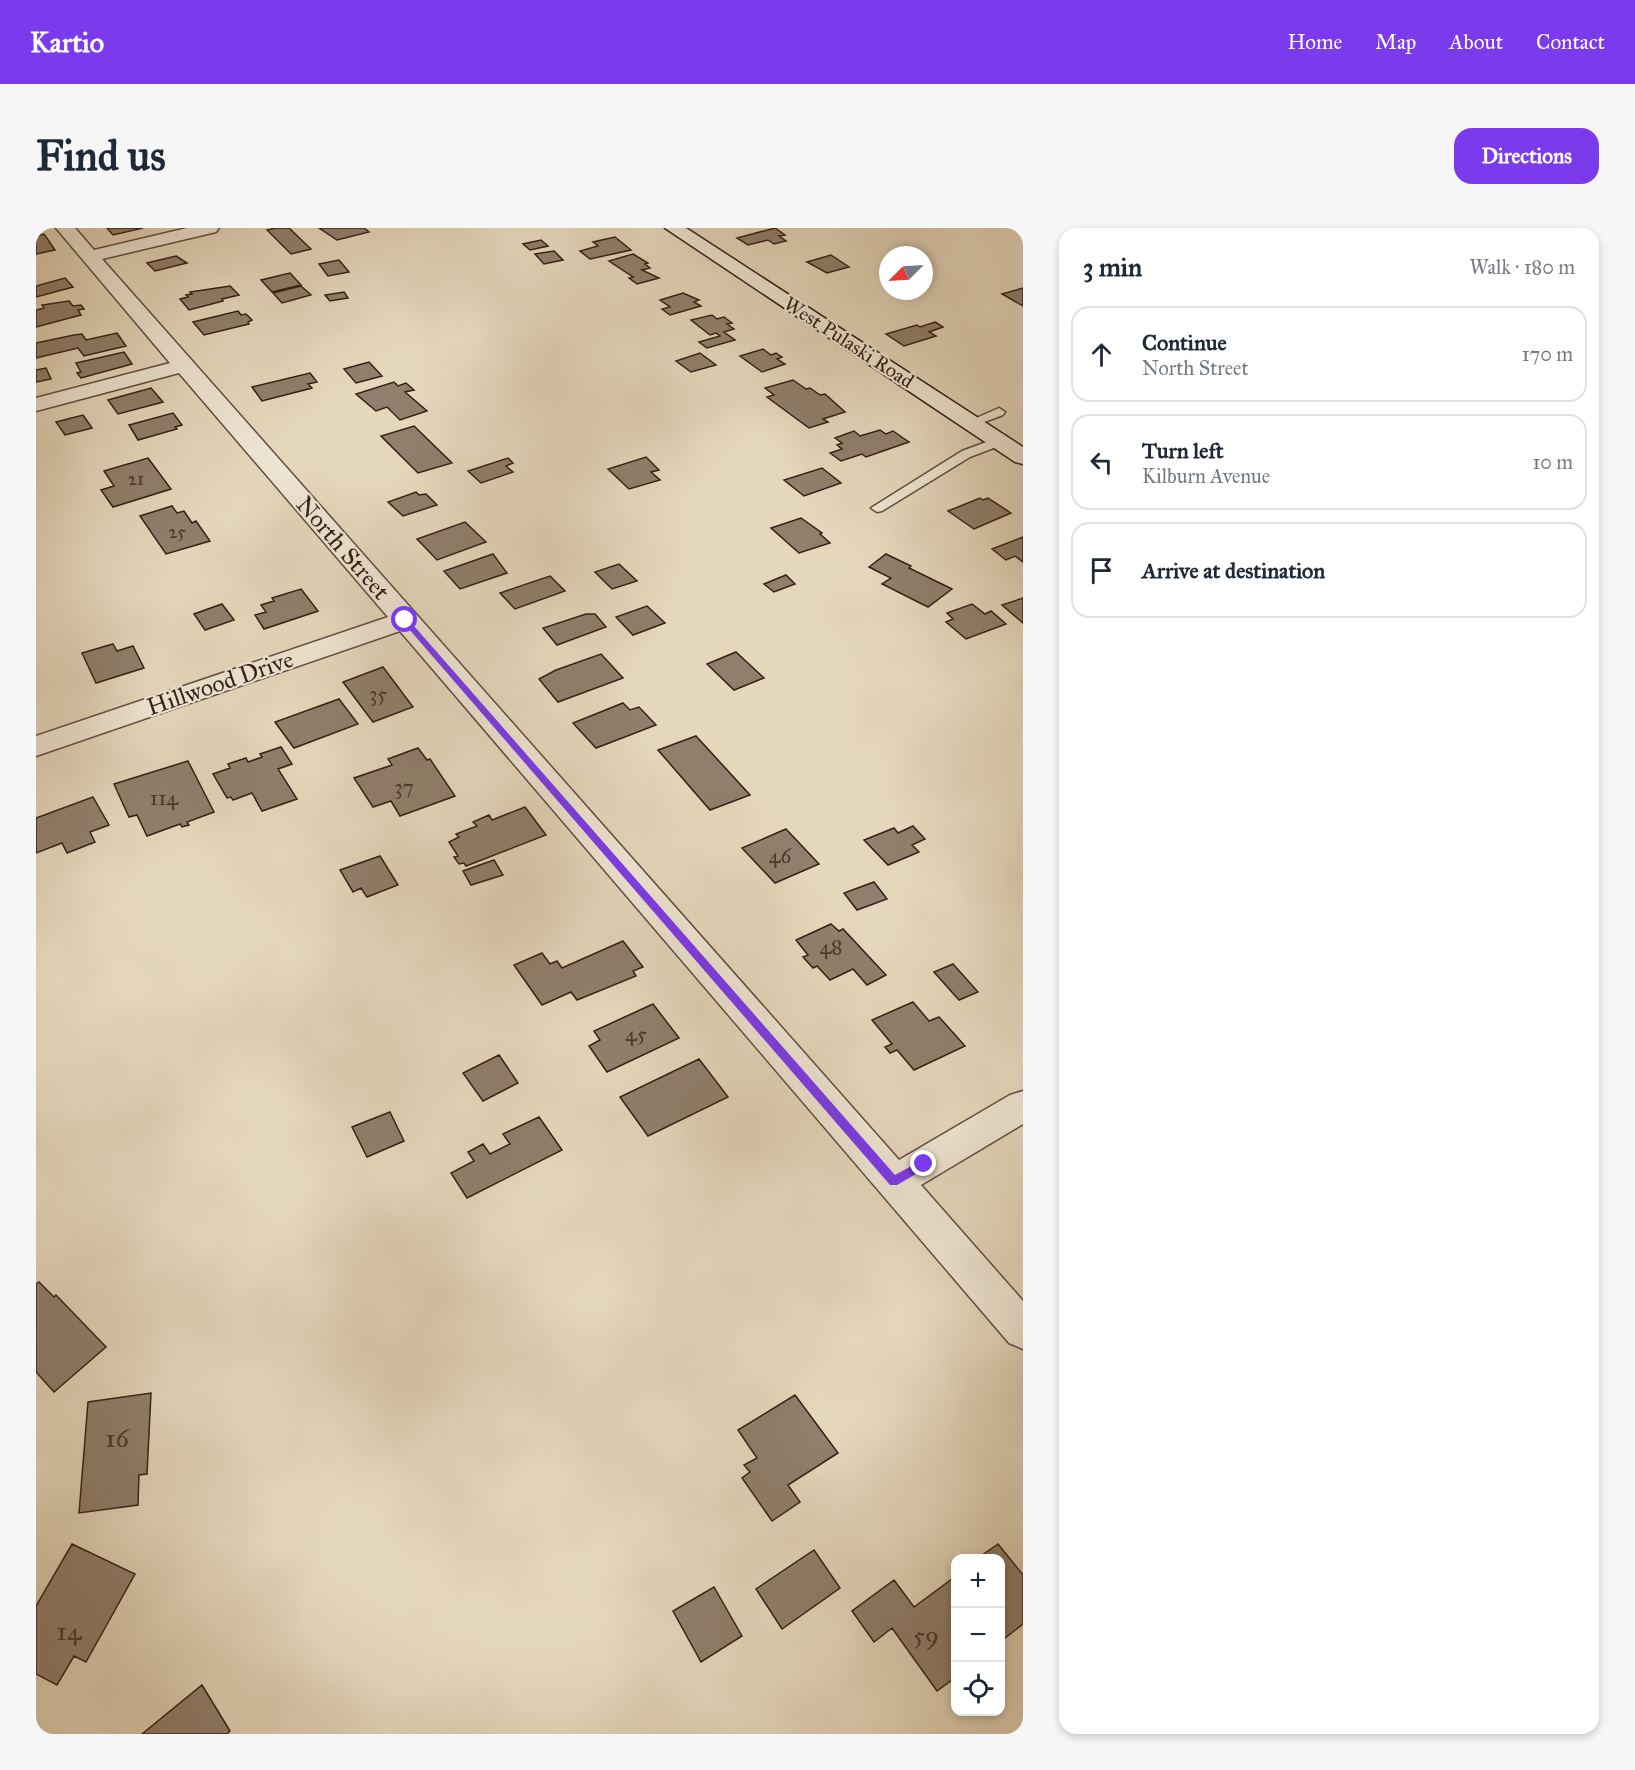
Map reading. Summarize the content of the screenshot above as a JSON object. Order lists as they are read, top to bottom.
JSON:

==

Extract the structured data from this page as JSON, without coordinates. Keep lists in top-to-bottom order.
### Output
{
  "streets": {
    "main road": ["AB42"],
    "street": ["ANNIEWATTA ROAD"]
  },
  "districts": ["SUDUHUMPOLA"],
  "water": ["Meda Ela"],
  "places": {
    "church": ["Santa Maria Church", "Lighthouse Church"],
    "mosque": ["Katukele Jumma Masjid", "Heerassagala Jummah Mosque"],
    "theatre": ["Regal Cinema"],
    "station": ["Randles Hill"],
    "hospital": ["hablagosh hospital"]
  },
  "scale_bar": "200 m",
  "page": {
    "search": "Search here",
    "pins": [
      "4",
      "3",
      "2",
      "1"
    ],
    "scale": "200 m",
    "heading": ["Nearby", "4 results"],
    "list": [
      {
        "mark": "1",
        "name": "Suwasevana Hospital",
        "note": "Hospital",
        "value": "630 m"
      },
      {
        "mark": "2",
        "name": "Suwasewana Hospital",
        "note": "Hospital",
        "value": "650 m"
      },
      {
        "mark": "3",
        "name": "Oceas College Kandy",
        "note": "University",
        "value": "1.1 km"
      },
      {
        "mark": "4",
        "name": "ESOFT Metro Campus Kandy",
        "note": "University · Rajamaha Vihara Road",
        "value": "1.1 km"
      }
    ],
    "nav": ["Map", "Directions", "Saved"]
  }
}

==

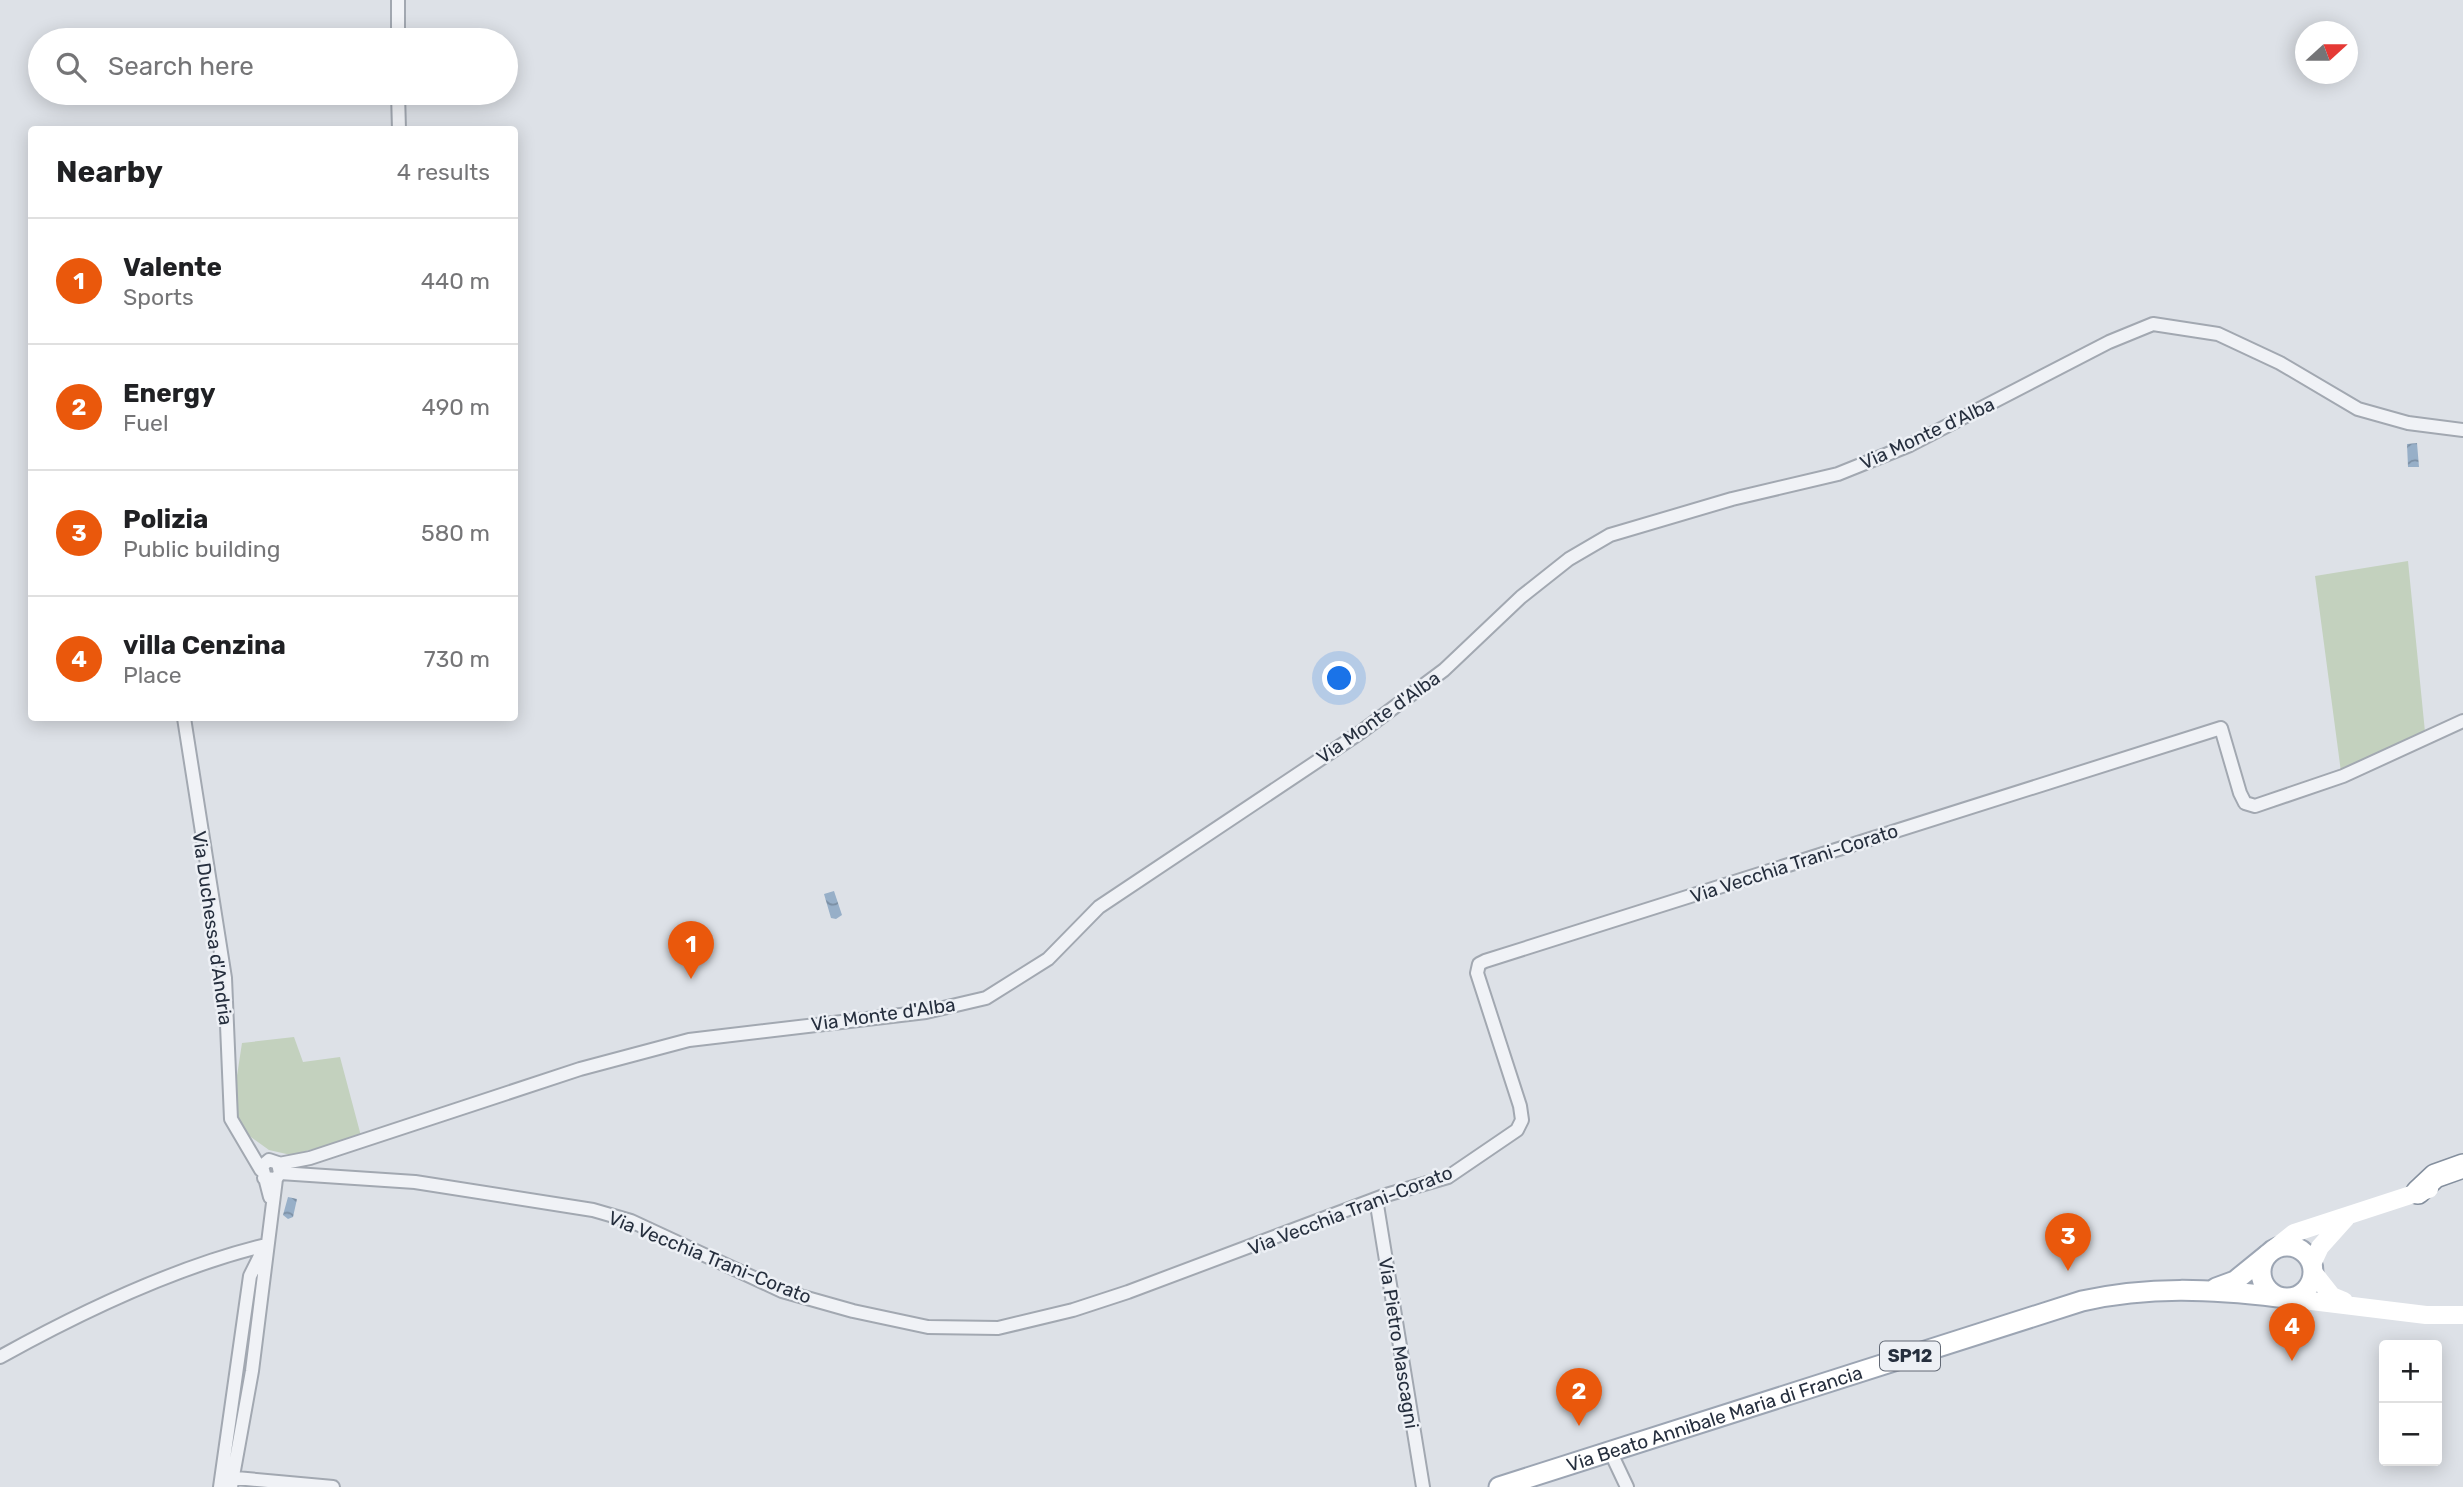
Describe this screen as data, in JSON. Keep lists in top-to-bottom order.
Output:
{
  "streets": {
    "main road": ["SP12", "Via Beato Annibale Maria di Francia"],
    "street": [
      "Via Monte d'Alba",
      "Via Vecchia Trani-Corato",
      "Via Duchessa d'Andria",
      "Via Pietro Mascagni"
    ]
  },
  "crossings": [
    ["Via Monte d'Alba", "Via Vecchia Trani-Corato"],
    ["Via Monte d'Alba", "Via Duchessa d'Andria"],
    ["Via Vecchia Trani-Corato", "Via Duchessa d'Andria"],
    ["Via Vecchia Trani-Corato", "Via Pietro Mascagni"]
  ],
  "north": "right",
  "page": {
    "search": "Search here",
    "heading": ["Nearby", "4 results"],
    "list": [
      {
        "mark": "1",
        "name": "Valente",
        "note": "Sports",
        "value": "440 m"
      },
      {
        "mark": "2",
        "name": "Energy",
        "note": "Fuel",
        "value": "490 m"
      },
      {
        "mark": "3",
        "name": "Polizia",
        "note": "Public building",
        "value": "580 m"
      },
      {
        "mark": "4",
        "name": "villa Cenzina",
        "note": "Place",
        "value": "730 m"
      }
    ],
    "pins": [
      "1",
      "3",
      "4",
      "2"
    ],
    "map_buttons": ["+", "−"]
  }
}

◆ Task statement: Copy the lines above that hold the word "data".

◆ Output:
Extract the structured data from this page as JSON, without coordinates. Keep lists in top-to-bottom order.
Describe this screen as data, in JSON. Keep lists in top-to-bottom order.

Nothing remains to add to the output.